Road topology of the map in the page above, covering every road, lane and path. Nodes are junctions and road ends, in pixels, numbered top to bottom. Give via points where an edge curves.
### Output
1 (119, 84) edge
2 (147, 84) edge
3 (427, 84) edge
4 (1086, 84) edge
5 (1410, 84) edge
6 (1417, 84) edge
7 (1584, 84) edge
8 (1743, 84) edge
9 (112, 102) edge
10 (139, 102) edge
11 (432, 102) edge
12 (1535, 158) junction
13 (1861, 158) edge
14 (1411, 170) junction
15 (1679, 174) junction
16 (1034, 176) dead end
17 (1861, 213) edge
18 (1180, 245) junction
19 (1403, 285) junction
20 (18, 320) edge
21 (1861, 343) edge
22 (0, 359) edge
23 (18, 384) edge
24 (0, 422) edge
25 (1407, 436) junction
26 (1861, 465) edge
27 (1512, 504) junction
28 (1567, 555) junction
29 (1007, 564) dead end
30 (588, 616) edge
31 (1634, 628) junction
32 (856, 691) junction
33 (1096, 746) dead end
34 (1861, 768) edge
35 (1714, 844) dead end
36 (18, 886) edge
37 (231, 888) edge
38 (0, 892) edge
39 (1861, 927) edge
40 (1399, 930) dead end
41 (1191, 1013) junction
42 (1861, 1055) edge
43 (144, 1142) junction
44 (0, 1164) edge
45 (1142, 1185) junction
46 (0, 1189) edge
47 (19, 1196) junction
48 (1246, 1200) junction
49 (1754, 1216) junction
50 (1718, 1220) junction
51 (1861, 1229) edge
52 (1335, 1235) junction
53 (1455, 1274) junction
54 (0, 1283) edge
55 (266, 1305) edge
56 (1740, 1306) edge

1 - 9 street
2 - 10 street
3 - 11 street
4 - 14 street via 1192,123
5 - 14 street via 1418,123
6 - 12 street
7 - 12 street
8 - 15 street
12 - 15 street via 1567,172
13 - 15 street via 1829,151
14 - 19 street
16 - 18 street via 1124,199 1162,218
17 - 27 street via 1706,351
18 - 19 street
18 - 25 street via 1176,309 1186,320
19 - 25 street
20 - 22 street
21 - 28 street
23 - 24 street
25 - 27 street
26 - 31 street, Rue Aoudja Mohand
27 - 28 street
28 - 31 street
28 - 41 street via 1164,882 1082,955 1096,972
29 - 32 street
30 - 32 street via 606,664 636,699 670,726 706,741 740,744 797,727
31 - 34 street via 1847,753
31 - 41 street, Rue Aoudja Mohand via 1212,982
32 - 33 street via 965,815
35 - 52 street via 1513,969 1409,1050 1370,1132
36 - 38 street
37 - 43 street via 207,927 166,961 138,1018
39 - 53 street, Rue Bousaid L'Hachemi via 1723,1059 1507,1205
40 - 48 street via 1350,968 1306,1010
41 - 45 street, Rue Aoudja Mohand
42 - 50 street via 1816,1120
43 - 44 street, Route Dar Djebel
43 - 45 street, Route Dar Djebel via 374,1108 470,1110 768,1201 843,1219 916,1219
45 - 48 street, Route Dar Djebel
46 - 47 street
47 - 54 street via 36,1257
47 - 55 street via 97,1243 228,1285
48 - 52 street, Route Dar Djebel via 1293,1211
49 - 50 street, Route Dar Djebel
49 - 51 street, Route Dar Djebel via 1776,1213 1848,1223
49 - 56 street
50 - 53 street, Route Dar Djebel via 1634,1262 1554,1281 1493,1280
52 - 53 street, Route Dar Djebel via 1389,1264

::::::

Task prompt:
State the number of lines in the preceding data that contain the word "dead", and nothing besides.

Problem solution:
5